> _Requirement_:
Please return the records below exactly as they stand, with the pictures removed.

↓

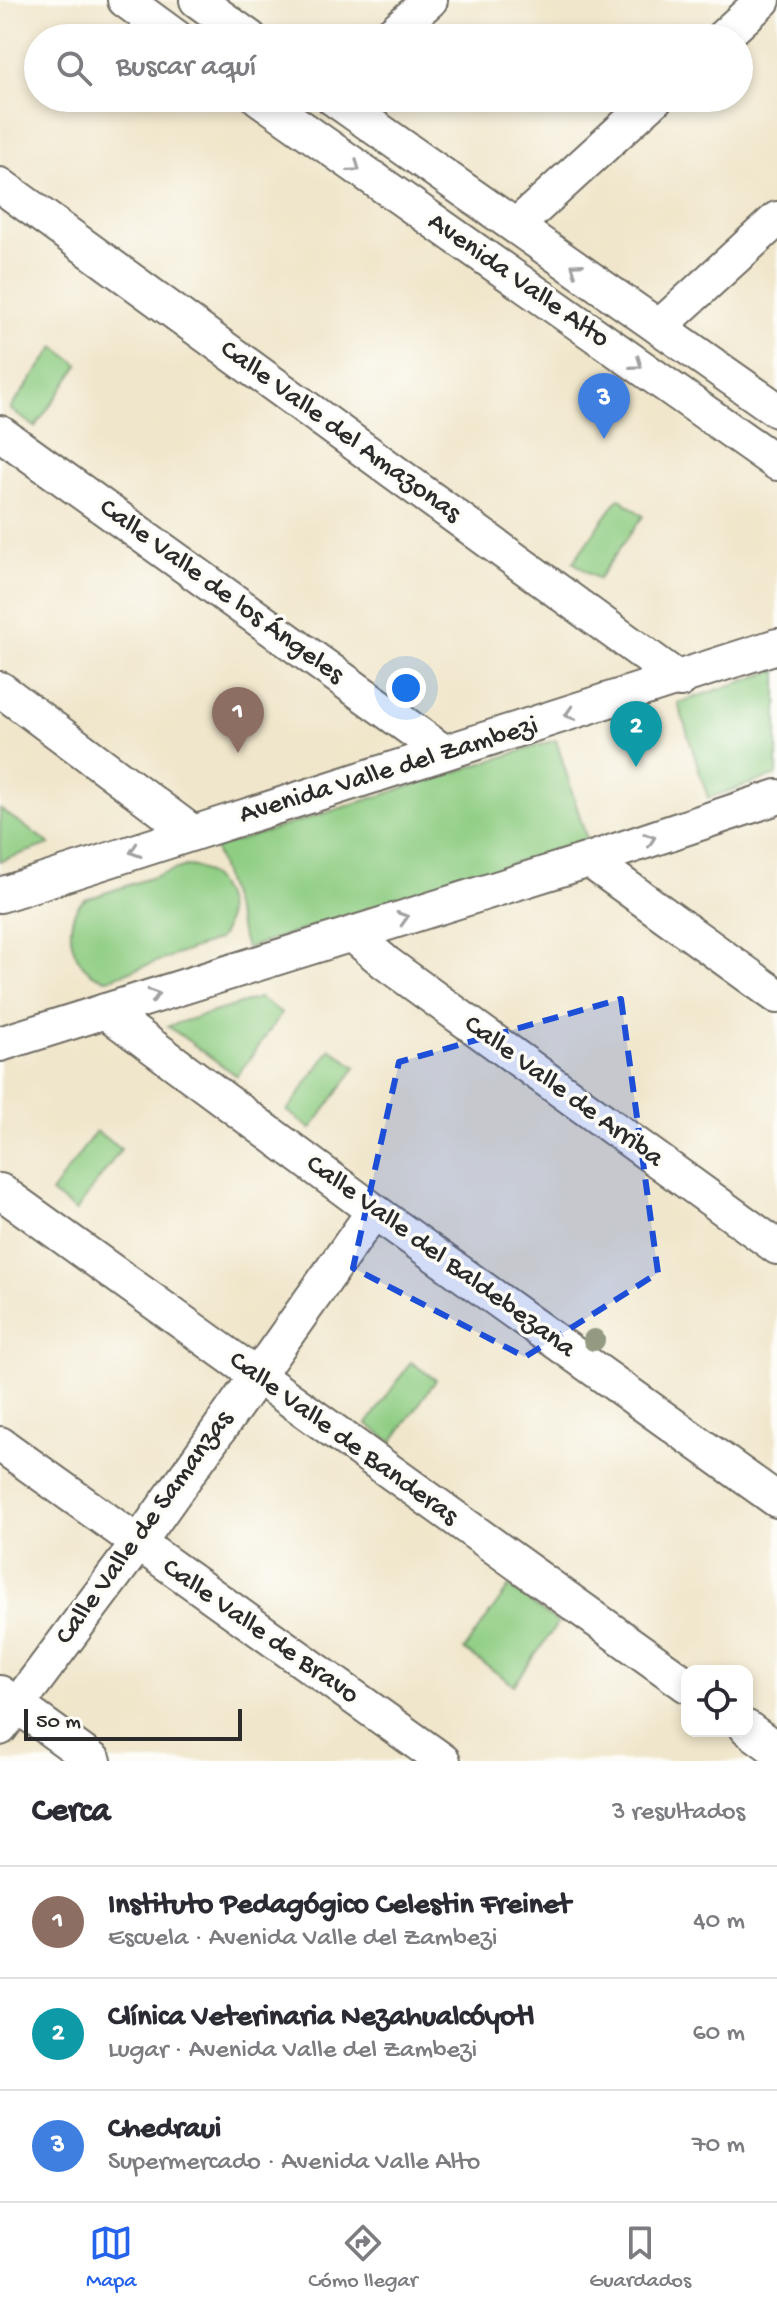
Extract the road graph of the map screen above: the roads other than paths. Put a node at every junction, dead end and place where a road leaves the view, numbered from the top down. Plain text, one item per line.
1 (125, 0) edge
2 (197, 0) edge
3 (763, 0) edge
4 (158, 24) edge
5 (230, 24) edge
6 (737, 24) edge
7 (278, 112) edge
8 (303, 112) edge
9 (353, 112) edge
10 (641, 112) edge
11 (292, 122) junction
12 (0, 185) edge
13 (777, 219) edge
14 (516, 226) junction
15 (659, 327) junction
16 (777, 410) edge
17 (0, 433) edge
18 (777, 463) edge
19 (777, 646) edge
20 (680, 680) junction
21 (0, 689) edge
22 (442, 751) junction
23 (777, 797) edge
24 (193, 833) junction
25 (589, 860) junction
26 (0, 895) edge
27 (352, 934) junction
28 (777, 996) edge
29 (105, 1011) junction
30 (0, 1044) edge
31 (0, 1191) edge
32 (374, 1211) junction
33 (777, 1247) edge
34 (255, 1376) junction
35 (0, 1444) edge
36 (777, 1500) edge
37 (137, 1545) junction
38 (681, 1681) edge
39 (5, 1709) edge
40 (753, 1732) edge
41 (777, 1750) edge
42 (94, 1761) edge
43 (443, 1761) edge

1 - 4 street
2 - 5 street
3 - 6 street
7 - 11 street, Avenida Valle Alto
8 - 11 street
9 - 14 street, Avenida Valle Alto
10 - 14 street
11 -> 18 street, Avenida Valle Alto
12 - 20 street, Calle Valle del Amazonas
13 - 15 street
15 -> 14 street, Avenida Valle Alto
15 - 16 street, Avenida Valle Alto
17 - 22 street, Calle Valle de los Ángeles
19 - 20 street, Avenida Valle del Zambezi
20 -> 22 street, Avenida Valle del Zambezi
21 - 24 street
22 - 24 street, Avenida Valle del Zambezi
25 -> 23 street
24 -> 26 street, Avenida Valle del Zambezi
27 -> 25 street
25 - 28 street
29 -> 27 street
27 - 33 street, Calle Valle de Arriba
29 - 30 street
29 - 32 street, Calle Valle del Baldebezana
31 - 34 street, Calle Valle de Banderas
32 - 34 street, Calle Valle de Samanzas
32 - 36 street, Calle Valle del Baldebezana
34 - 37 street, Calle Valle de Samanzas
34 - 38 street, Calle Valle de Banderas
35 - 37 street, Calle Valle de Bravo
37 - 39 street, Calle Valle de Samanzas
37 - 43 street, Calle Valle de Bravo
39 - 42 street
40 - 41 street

↑

> _Exercise output_:
Extract the road graph of the map screen above: the roads other than paths. Put a node at every junction, dead end and place where a road leaves the view, numbered from the top down. Plain text, one item per line.
1 (125, 0) edge
2 (197, 0) edge
3 (763, 0) edge
4 (158, 24) edge
5 (230, 24) edge
6 (737, 24) edge
7 (278, 112) edge
8 (303, 112) edge
9 (353, 112) edge
10 (641, 112) edge
11 (292, 122) junction
12 (0, 185) edge
13 (777, 219) edge
14 (516, 226) junction
15 (659, 327) junction
16 (777, 410) edge
17 (0, 433) edge
18 (777, 463) edge
19 (777, 646) edge
20 (680, 680) junction
21 (0, 689) edge
22 (442, 751) junction
23 (777, 797) edge
24 (193, 833) junction
25 (589, 860) junction
26 (0, 895) edge
27 (352, 934) junction
28 (777, 996) edge
29 (105, 1011) junction
30 (0, 1044) edge
31 (0, 1191) edge
32 (374, 1211) junction
33 (777, 1247) edge
34 (255, 1376) junction
35 (0, 1444) edge
36 (777, 1500) edge
37 (137, 1545) junction
38 (681, 1681) edge
39 (5, 1709) edge
40 (753, 1732) edge
41 (777, 1750) edge
42 (94, 1761) edge
43 (443, 1761) edge

1 - 4 street
2 - 5 street
3 - 6 street
7 - 11 street, Avenida Valle Alto
8 - 11 street
9 - 14 street, Avenida Valle Alto
10 - 14 street
11 -> 18 street, Avenida Valle Alto
12 - 20 street, Calle Valle del Amazonas
13 - 15 street
15 -> 14 street, Avenida Valle Alto
15 - 16 street, Avenida Valle Alto
17 - 22 street, Calle Valle de los Ángeles
19 - 20 street, Avenida Valle del Zambezi
20 -> 22 street, Avenida Valle del Zambezi
21 - 24 street
22 - 24 street, Avenida Valle del Zambezi
25 -> 23 street
24 -> 26 street, Avenida Valle del Zambezi
27 -> 25 street
25 - 28 street
29 -> 27 street
27 - 33 street, Calle Valle de Arriba
29 - 30 street
29 - 32 street, Calle Valle del Baldebezana
31 - 34 street, Calle Valle de Banderas
32 - 34 street, Calle Valle de Samanzas
32 - 36 street, Calle Valle del Baldebezana
34 - 37 street, Calle Valle de Samanzas
34 - 38 street, Calle Valle de Banderas
35 - 37 street, Calle Valle de Bravo
37 - 39 street, Calle Valle de Samanzas
37 - 43 street, Calle Valle de Bravo
39 - 42 street
40 - 41 street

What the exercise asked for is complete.